*Task requirements:*
Repeat the full listing that follows, word for word.

*Provided information:*
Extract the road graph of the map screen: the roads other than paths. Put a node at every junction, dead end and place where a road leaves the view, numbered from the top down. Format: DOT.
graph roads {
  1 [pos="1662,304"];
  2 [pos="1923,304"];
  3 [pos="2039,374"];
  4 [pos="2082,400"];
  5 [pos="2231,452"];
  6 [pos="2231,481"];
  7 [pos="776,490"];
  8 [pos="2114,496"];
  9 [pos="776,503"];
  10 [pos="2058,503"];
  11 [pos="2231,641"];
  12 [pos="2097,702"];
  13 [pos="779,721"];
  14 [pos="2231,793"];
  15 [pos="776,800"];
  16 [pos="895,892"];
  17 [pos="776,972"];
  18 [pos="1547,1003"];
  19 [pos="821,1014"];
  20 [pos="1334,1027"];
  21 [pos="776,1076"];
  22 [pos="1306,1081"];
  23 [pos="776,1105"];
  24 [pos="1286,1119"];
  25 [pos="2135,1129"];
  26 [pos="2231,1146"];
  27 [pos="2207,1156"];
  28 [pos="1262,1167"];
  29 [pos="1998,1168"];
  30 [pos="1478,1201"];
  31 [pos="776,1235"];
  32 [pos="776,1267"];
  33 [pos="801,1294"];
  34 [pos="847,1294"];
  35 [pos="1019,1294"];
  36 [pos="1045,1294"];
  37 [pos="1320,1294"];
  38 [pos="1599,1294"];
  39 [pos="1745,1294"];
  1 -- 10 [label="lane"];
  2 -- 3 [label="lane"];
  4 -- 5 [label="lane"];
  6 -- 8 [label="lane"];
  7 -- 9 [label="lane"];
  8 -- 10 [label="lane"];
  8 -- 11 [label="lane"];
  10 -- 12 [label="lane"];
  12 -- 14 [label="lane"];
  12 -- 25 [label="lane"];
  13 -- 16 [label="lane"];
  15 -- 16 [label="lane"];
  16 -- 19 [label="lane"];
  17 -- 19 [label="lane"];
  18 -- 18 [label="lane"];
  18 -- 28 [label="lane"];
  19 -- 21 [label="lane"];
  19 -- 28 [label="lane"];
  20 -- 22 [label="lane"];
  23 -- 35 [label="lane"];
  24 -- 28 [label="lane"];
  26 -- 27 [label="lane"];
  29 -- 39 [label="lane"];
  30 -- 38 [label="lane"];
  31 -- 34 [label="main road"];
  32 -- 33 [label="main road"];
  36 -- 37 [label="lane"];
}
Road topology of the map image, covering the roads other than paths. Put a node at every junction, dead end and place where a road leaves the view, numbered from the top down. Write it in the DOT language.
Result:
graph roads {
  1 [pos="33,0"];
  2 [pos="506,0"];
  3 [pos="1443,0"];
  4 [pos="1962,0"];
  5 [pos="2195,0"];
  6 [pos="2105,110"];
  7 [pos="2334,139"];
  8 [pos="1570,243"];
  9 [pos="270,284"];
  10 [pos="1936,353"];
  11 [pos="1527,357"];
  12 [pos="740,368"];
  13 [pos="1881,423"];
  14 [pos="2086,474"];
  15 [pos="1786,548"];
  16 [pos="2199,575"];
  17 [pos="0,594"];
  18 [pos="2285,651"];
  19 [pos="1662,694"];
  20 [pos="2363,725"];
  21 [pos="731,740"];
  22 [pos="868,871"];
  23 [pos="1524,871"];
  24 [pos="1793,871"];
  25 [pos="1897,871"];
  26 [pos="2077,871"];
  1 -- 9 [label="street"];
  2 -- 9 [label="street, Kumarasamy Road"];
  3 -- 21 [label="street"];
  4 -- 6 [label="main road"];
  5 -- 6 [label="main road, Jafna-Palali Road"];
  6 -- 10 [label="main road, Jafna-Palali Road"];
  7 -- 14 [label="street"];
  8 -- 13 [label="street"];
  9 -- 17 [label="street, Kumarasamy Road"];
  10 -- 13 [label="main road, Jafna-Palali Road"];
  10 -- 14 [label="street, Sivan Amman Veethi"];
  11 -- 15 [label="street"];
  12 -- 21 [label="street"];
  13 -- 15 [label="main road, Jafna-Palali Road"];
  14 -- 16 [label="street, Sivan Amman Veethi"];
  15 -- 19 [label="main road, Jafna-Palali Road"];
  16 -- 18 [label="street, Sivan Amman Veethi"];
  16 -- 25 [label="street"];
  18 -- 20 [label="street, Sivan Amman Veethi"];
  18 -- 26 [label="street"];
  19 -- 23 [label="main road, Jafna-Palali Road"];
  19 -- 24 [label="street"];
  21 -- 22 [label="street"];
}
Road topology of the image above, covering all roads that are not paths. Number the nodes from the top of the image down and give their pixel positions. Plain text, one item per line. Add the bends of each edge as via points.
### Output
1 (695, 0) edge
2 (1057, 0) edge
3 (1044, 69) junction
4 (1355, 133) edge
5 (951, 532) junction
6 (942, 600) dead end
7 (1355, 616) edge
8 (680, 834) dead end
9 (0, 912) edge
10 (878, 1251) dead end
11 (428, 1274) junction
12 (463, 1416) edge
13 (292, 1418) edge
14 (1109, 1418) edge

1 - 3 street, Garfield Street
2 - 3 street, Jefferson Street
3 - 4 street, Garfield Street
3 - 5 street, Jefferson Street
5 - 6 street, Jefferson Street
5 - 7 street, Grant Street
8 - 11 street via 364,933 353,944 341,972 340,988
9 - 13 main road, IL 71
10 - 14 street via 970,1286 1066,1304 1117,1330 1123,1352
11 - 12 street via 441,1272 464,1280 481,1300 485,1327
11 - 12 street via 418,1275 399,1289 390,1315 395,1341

*Solved problem:*
Extract the road graph of the map screen: the roads other than paths. Put a node at every junction, dead end and place where a road leaves the view, numbered from the top down. Format: DOT.
graph roads {
  1 [pos="1662,304"];
  2 [pos="1923,304"];
  3 [pos="2039,374"];
  4 [pos="2082,400"];
  5 [pos="2231,452"];
  6 [pos="2231,481"];
  7 [pos="776,490"];
  8 [pos="2114,496"];
  9 [pos="776,503"];
  10 [pos="2058,503"];
  11 [pos="2231,641"];
  12 [pos="2097,702"];
  13 [pos="779,721"];
  14 [pos="2231,793"];
  15 [pos="776,800"];
  16 [pos="895,892"];
  17 [pos="776,972"];
  18 [pos="1547,1003"];
  19 [pos="821,1014"];
  20 [pos="1334,1027"];
  21 [pos="776,1076"];
  22 [pos="1306,1081"];
  23 [pos="776,1105"];
  24 [pos="1286,1119"];
  25 [pos="2135,1129"];
  26 [pos="2231,1146"];
  27 [pos="2207,1156"];
  28 [pos="1262,1167"];
  29 [pos="1998,1168"];
  30 [pos="1478,1201"];
  31 [pos="776,1235"];
  32 [pos="776,1267"];
  33 [pos="801,1294"];
  34 [pos="847,1294"];
  35 [pos="1019,1294"];
  36 [pos="1045,1294"];
  37 [pos="1320,1294"];
  38 [pos="1599,1294"];
  39 [pos="1745,1294"];
  1 -- 10 [label="lane"];
  2 -- 3 [label="lane"];
  4 -- 5 [label="lane"];
  6 -- 8 [label="lane"];
  7 -- 9 [label="lane"];
  8 -- 10 [label="lane"];
  8 -- 11 [label="lane"];
  10 -- 12 [label="lane"];
  12 -- 14 [label="lane"];
  12 -- 25 [label="lane"];
  13 -- 16 [label="lane"];
  15 -- 16 [label="lane"];
  16 -- 19 [label="lane"];
  17 -- 19 [label="lane"];
  18 -- 18 [label="lane"];
  18 -- 28 [label="lane"];
  19 -- 21 [label="lane"];
  19 -- 28 [label="lane"];
  20 -- 22 [label="lane"];
  23 -- 35 [label="lane"];
  24 -- 28 [label="lane"];
  26 -- 27 [label="lane"];
  29 -- 39 [label="lane"];
  30 -- 38 [label="lane"];
  31 -- 34 [label="main road"];
  32 -- 33 [label="main road"];
  36 -- 37 [label="lane"];
}
Road topology of the map image, covering the roads other than paths. Put a node at every junction, dead end and place where a road leaves the view, numbered from the top down. Write it in the DOT language.
Result:
graph roads {
  1 [pos="33,0"];
  2 [pos="506,0"];
  3 [pos="1443,0"];
  4 [pos="1962,0"];
  5 [pos="2195,0"];
  6 [pos="2105,110"];
  7 [pos="2334,139"];
  8 [pos="1570,243"];
  9 [pos="270,284"];
  10 [pos="1936,353"];
  11 [pos="1527,357"];
  12 [pos="740,368"];
  13 [pos="1881,423"];
  14 [pos="2086,474"];
  15 [pos="1786,548"];
  16 [pos="2199,575"];
  17 [pos="0,594"];
  18 [pos="2285,651"];
  19 [pos="1662,694"];
  20 [pos="2363,725"];
  21 [pos="731,740"];
  22 [pos="868,871"];
  23 [pos="1524,871"];
  24 [pos="1793,871"];
  25 [pos="1897,871"];
  26 [pos="2077,871"];
  1 -- 9 [label="street"];
  2 -- 9 [label="street, Kumarasamy Road"];
  3 -- 21 [label="street"];
  4 -- 6 [label="main road"];
  5 -- 6 [label="main road, Jafna-Palali Road"];
  6 -- 10 [label="main road, Jafna-Palali Road"];
  7 -- 14 [label="street"];
  8 -- 13 [label="street"];
  9 -- 17 [label="street, Kumarasamy Road"];
  10 -- 13 [label="main road, Jafna-Palali Road"];
  10 -- 14 [label="street, Sivan Amman Veethi"];
  11 -- 15 [label="street"];
  12 -- 21 [label="street"];
  13 -- 15 [label="main road, Jafna-Palali Road"];
  14 -- 16 [label="street, Sivan Amman Veethi"];
  15 -- 19 [label="main road, Jafna-Palali Road"];
  16 -- 18 [label="street, Sivan Amman Veethi"];
  16 -- 25 [label="street"];
  18 -- 20 [label="street, Sivan Amman Veethi"];
  18 -- 26 [label="street"];
  19 -- 23 [label="main road, Jafna-Palali Road"];
  19 -- 24 [label="street"];
  21 -- 22 [label="street"];
}
Road topology of the image above, covering all roads that are not paths. Number the nodes from the top of the image down and give their pixel positions. Plain text, one item per line. Add the bends of each edge as via points.
### Output
1 (695, 0) edge
2 (1057, 0) edge
3 (1044, 69) junction
4 (1355, 133) edge
5 (951, 532) junction
6 (942, 600) dead end
7 (1355, 616) edge
8 (680, 834) dead end
9 (0, 912) edge
10 (878, 1251) dead end
11 (428, 1274) junction
12 (463, 1416) edge
13 (292, 1418) edge
14 (1109, 1418) edge

1 - 3 street, Garfield Street
2 - 3 street, Jefferson Street
3 - 4 street, Garfield Street
3 - 5 street, Jefferson Street
5 - 6 street, Jefferson Street
5 - 7 street, Grant Street
8 - 11 street via 364,933 353,944 341,972 340,988
9 - 13 main road, IL 71
10 - 14 street via 970,1286 1066,1304 1117,1330 1123,1352
11 - 12 street via 441,1272 464,1280 481,1300 485,1327
11 - 12 street via 418,1275 399,1289 390,1315 395,1341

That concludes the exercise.